Health-related quality of life (HRQoL) refers to patients’ overall functioning and well-being in multiple domains like physical, psychological, and social domain. The main aim of treatment of any medical condition is not just to cure or control the disease but to improve the quality of life of an individual. The clinical indicators alone do not reveal the full impact of disease/intervention on the psychosocial well-being of a patient. Hence, HRQoL assessment has become a part of treatment of many conditions [1].

HRQoL assessment is difficult in younger children as they are not able to give their own opinion. The instruments to assess young children (< 3 y) are very few. None of the HRQoL instruments for infants are available in Indian languages [2]. Quality of life of the infant (QUALIN) is a recently developed parent-/caregiver-administered generic scale (not disease-specific) that is designed to assess an infant’s HRQoL between the ages of 3-mo and 3-y. It was developed in France based on some spontaneous criteria that are used by parents or caregivers (pediatricians or nurses) when they think about the quality of life of a baby [3]. It has been translated, validated and applied widely in English, Italian, Spanish, Russian, and Armenian population with satisfactory psychometric properties [2].
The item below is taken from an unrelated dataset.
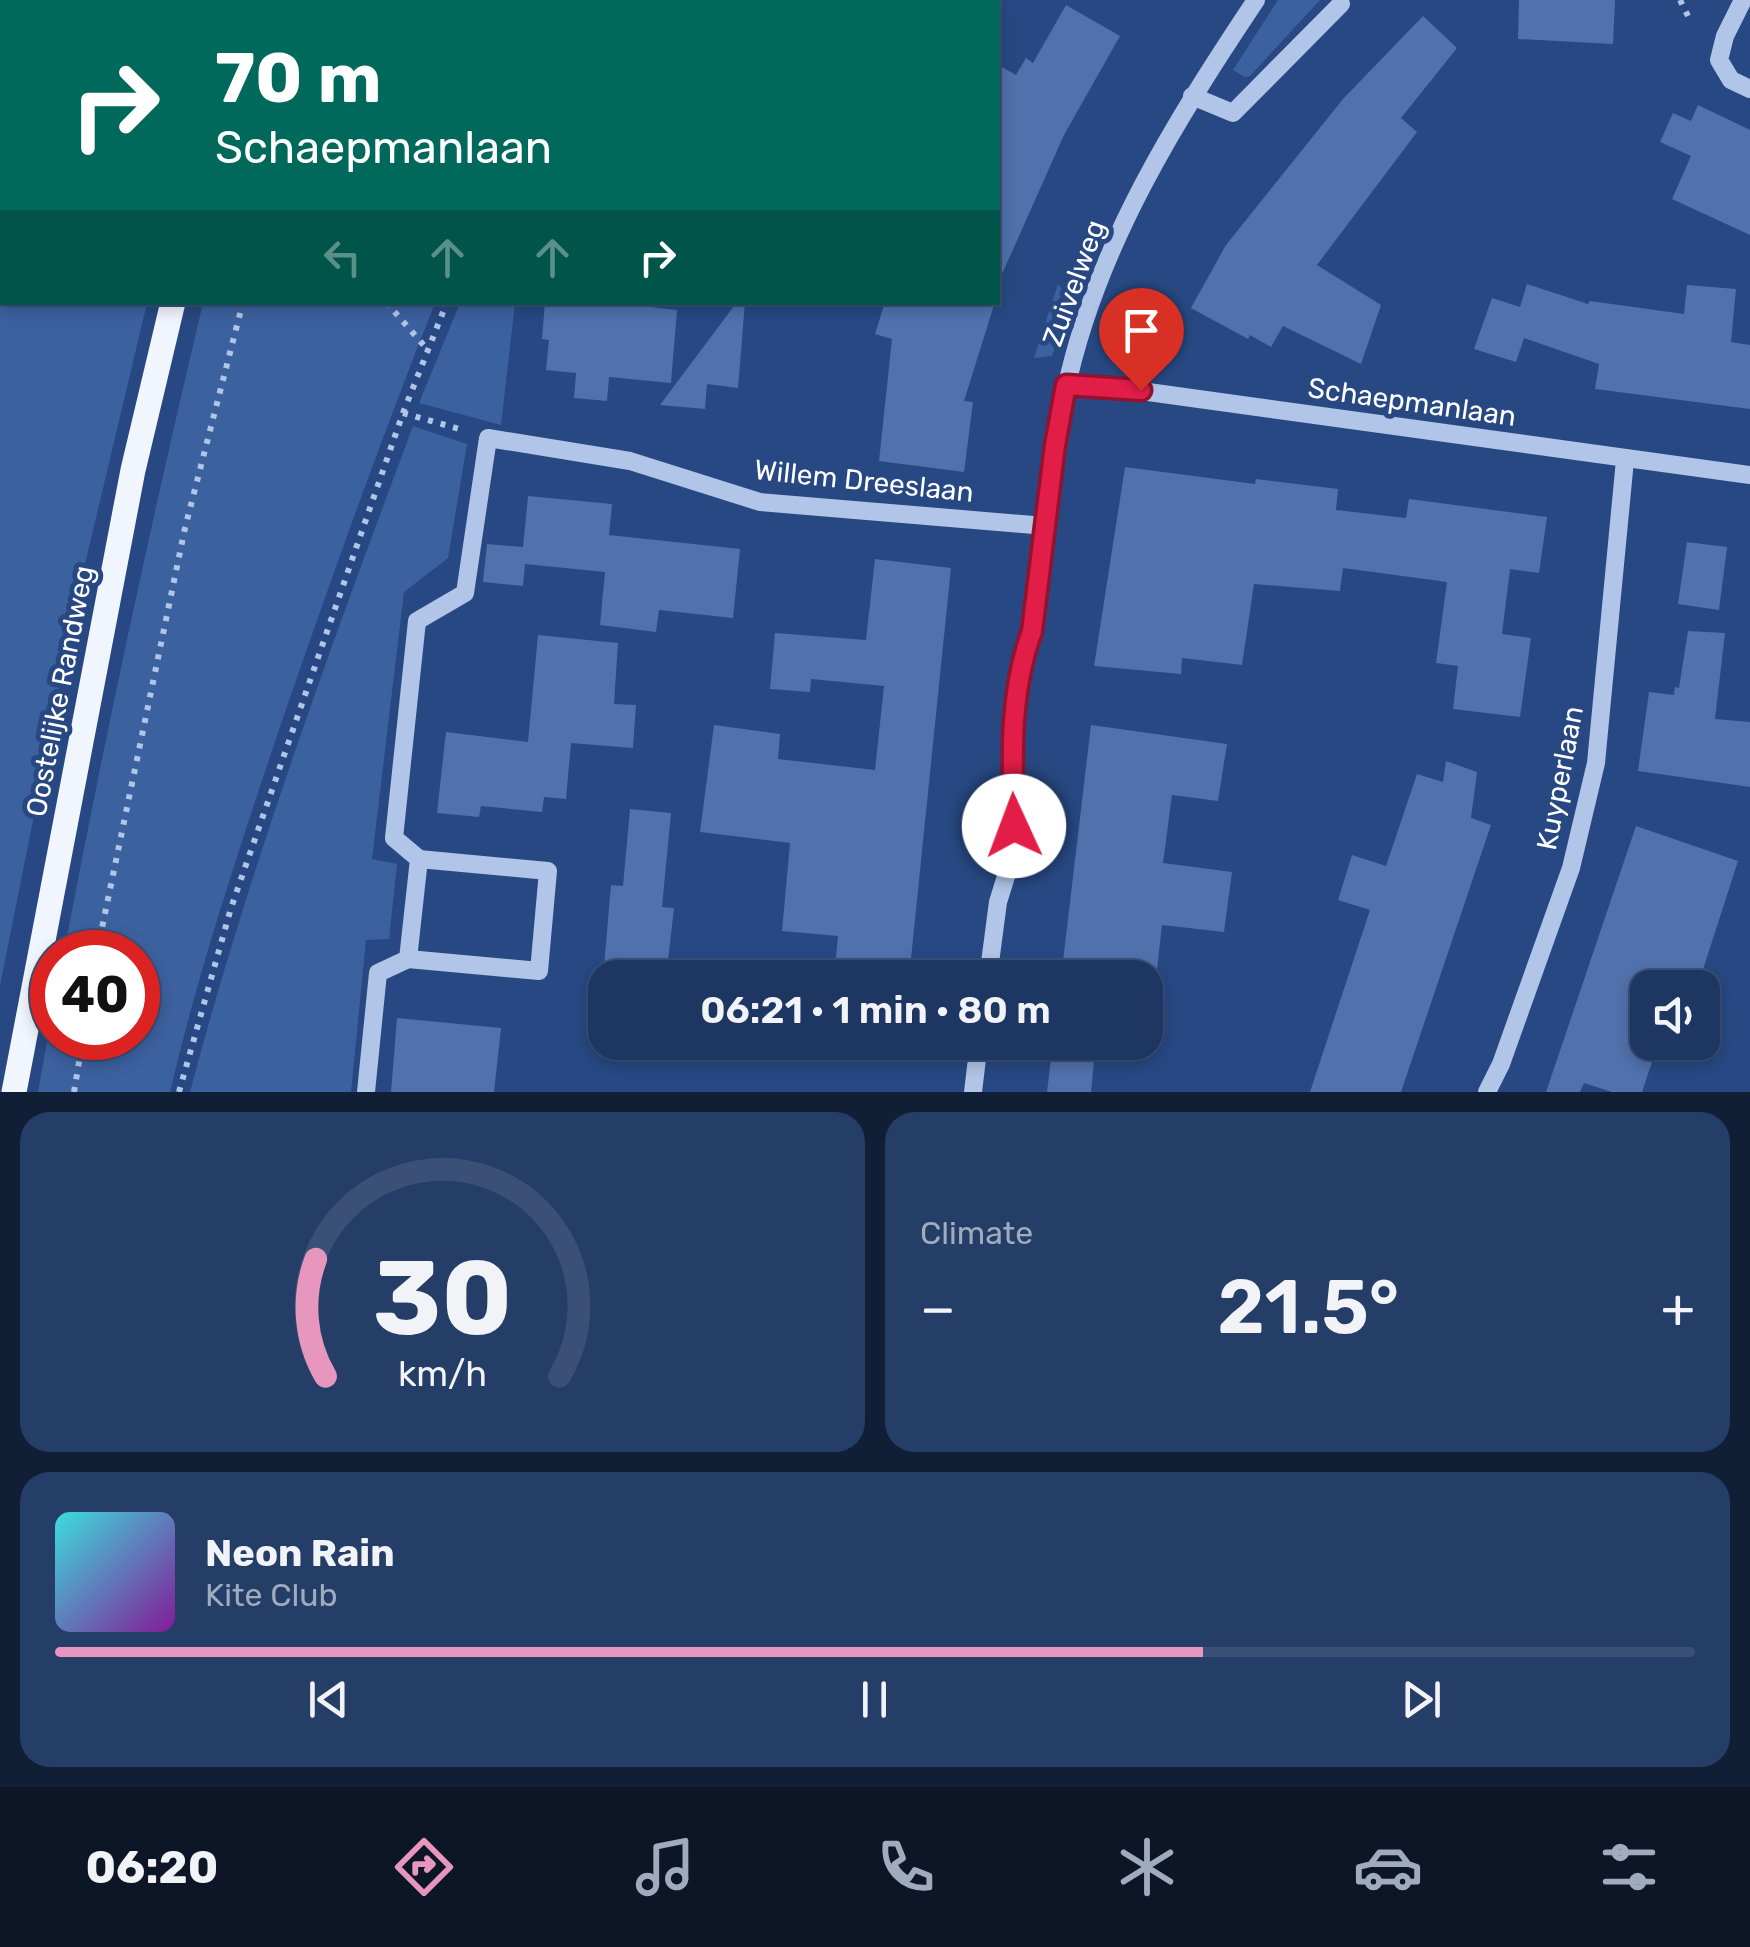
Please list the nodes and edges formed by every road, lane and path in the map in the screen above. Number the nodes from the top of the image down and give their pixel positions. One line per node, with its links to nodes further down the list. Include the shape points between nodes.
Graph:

In this issue of the Journal, Devi et al. have presented their study on the translation, adaptation, and validation of the Hindi version of QUALIN (Hi-QUALIN) [2]. They have used appropriate statistical methods to analyze, and enrolled adequate number of children. The authors concluded that Hi-QUALIN is a valid and reliable instrument with acceptable psychometric properties for HRQoL assessment in Indian children.

However, the Hi-QUALIN scale does not include any item related to participation or restriction of activity. Hence, it may not help in evaluating children with motor disabilities like cerebral palsy or strokes [4]. HRQoL is strictly a personal attribute and its dimensions change from person to person, from context to context and from culture to culture. Contextual factors like parent’s coping of their child condition, and socioeconomic and cultural background may also influence the way relatives report the HRQoL of their child with disease/disability. The items of any HRQoL tool should consider the social environment of the patients or population. This is particularly significant for India as there is so much diversity in social, cultural, ethnic, economic, and linguistic aspects among various states. The customs, religious beliefs, health practices, literacy, and health awareness vary from region to region. Thus, the tools developed for Western populations or elsewhere cannot be utilized to study the HRQoL by mere translation into any of the Indian languages. This was clearly shown with respect to family environment subdomain having a high ceiling effect irrespective of health status in the Devi et al. study. Relevant changes in the content and construct of the tool are necessary according to the demography to assess the subjective perception [5]. Other limitations of this study include the lack of concurrent validity assessment due to nonavailability of validated instruments in Indian languages and its external validity. Hence, there is need to develop indigenous or culture-appropriate tools in different Indian languages for proper assessment of HRQoL in young children.